## TASK PROMPT
An exact, picture-free copy of the listing is required.
——
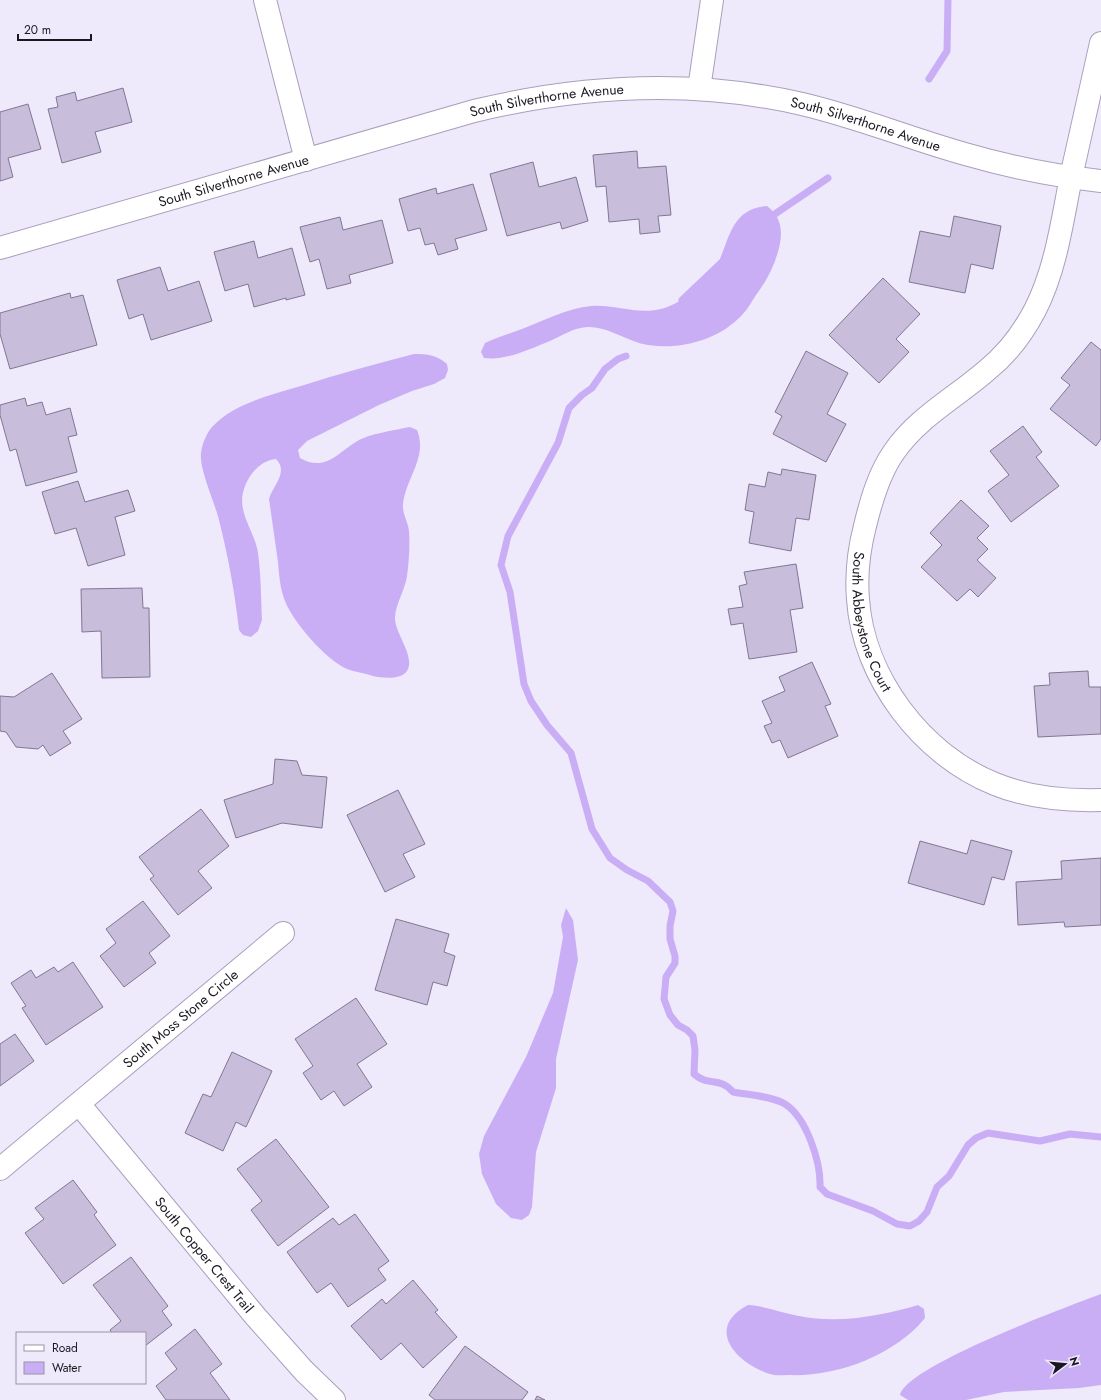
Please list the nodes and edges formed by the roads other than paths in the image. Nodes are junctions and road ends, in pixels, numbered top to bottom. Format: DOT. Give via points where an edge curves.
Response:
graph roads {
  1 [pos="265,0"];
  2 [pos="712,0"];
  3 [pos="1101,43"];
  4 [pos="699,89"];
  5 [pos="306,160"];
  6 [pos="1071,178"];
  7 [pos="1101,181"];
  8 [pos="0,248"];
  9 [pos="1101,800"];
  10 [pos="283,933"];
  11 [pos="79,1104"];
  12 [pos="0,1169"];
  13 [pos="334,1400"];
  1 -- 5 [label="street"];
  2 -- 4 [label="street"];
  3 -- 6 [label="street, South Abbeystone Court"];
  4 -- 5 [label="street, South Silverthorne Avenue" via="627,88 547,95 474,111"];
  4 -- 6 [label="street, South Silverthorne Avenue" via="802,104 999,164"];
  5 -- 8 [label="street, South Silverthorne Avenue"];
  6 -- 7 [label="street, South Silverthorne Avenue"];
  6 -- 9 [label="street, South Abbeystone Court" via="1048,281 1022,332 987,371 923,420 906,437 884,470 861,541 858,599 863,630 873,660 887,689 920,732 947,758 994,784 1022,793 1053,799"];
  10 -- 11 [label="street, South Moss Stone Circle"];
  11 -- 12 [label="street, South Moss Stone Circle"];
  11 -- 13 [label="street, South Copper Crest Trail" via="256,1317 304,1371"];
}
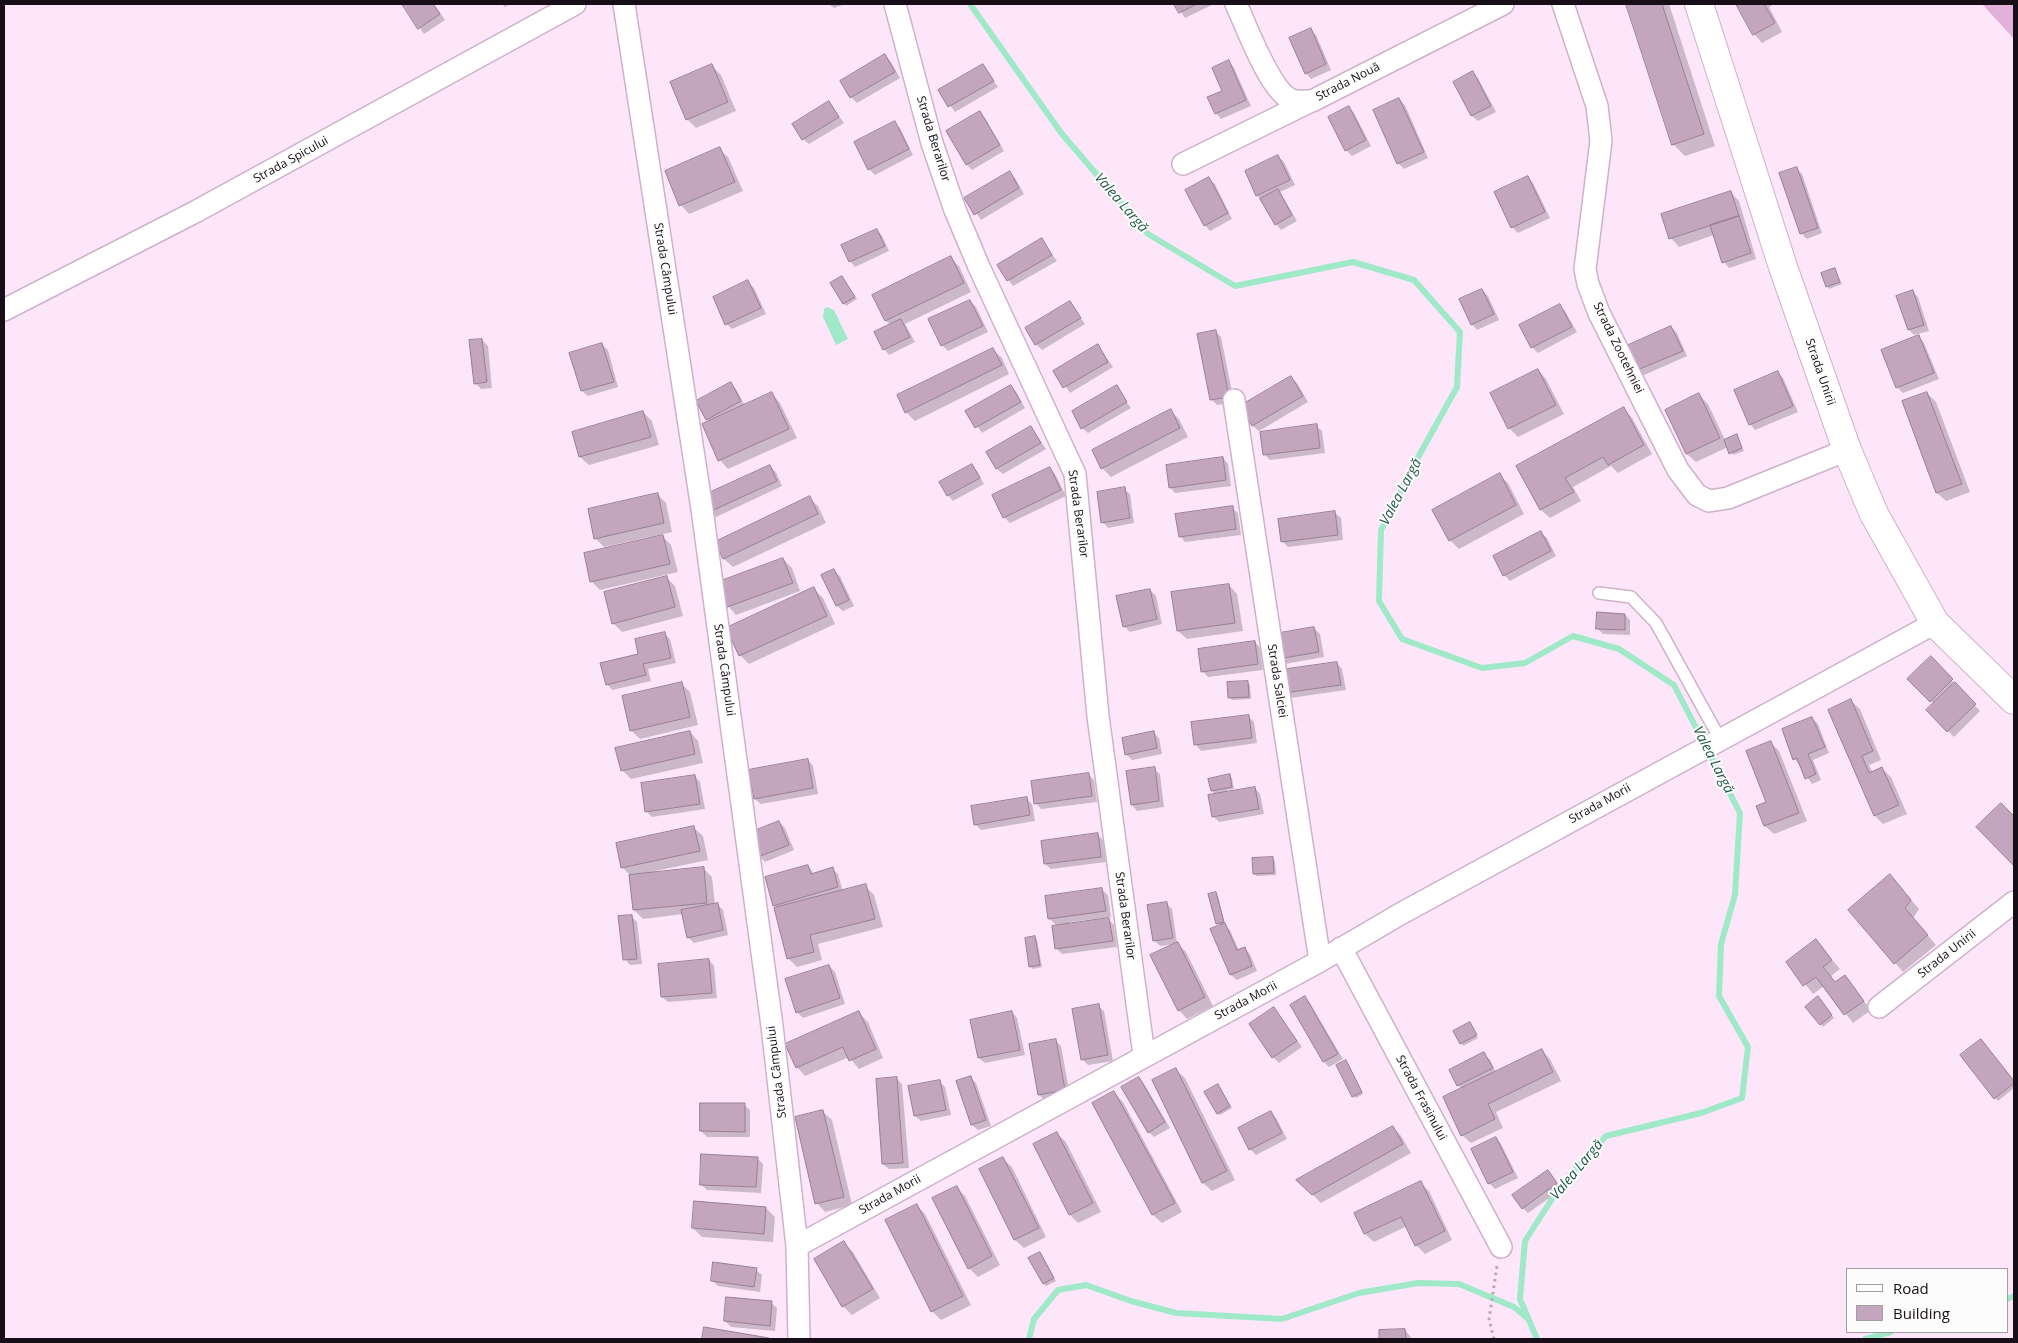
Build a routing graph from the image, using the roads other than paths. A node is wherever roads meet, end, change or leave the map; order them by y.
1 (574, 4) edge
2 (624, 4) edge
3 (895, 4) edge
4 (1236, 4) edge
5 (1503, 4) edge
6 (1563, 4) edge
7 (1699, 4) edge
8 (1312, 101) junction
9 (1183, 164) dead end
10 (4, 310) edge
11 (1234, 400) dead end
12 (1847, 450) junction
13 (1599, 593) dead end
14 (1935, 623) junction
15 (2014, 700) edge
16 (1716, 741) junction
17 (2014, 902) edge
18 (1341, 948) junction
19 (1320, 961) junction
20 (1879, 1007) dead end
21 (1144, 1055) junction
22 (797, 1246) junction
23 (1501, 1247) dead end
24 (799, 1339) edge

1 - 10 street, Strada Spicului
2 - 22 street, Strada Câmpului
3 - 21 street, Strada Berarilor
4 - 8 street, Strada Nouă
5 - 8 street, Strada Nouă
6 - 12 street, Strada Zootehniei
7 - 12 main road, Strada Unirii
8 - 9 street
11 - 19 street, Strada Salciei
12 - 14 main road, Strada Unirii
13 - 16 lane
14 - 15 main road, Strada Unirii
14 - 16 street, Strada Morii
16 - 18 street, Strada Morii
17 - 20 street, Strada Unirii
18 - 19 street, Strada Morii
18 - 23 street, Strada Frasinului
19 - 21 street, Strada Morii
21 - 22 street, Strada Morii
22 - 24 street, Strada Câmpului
——
## YOUR SOLUTION
Please list the nodes and edges formed by the roads other than paths in the image. Nodes are junctions and road ends, in pixels, numbered top to bottom. Format: DOT. Give via points where an edge curves.
Response:
graph roads {
  1 [pos="265,0"];
  2 [pos="712,0"];
  3 [pos="1101,43"];
  4 [pos="699,89"];
  5 [pos="306,160"];
  6 [pos="1071,178"];
  7 [pos="1101,181"];
  8 [pos="0,248"];
  9 [pos="1101,800"];
  10 [pos="283,933"];
  11 [pos="79,1104"];
  12 [pos="0,1169"];
  13 [pos="334,1400"];
  1 -- 5 [label="street"];
  2 -- 4 [label="street"];
  3 -- 6 [label="street, South Abbeystone Court"];
  4 -- 5 [label="street, South Silverthorne Avenue" via="627,88 547,95 474,111"];
  4 -- 6 [label="street, South Silverthorne Avenue" via="802,104 999,164"];
  5 -- 8 [label="street, South Silverthorne Avenue"];
  6 -- 7 [label="street, South Silverthorne Avenue"];
  6 -- 9 [label="street, South Abbeystone Court" via="1048,281 1022,332 987,371 923,420 906,437 884,470 861,541 858,599 863,630 873,660 887,689 920,732 947,758 994,784 1022,793 1053,799"];
  10 -- 11 [label="street, South Moss Stone Circle"];
  11 -- 12 [label="street, South Moss Stone Circle"];
  11 -- 13 [label="street, South Copper Crest Trail" via="256,1317 304,1371"];
}
Build a routing graph from the image, using the roads other than paths. A node is wherever roads meet, end, change or leave the map; order them by y.
1 (574, 4) edge
2 (624, 4) edge
3 (895, 4) edge
4 (1236, 4) edge
5 (1503, 4) edge
6 (1563, 4) edge
7 (1699, 4) edge
8 (1312, 101) junction
9 (1183, 164) dead end
10 (4, 310) edge
11 (1234, 400) dead end
12 (1847, 450) junction
13 (1599, 593) dead end
14 (1935, 623) junction
15 (2014, 700) edge
16 (1716, 741) junction
17 (2014, 902) edge
18 (1341, 948) junction
19 (1320, 961) junction
20 (1879, 1007) dead end
21 (1144, 1055) junction
22 (797, 1246) junction
23 (1501, 1247) dead end
24 (799, 1339) edge

1 - 10 street, Strada Spicului
2 - 22 street, Strada Câmpului
3 - 21 street, Strada Berarilor
4 - 8 street, Strada Nouă
5 - 8 street, Strada Nouă
6 - 12 street, Strada Zootehniei
7 - 12 main road, Strada Unirii
8 - 9 street
11 - 19 street, Strada Salciei
12 - 14 main road, Strada Unirii
13 - 16 lane
14 - 15 main road, Strada Unirii
14 - 16 street, Strada Morii
16 - 18 street, Strada Morii
17 - 20 street, Strada Unirii
18 - 19 street, Strada Morii
18 - 23 street, Strada Frasinului
19 - 21 street, Strada Morii
21 - 22 street, Strada Morii
22 - 24 street, Strada Câmpului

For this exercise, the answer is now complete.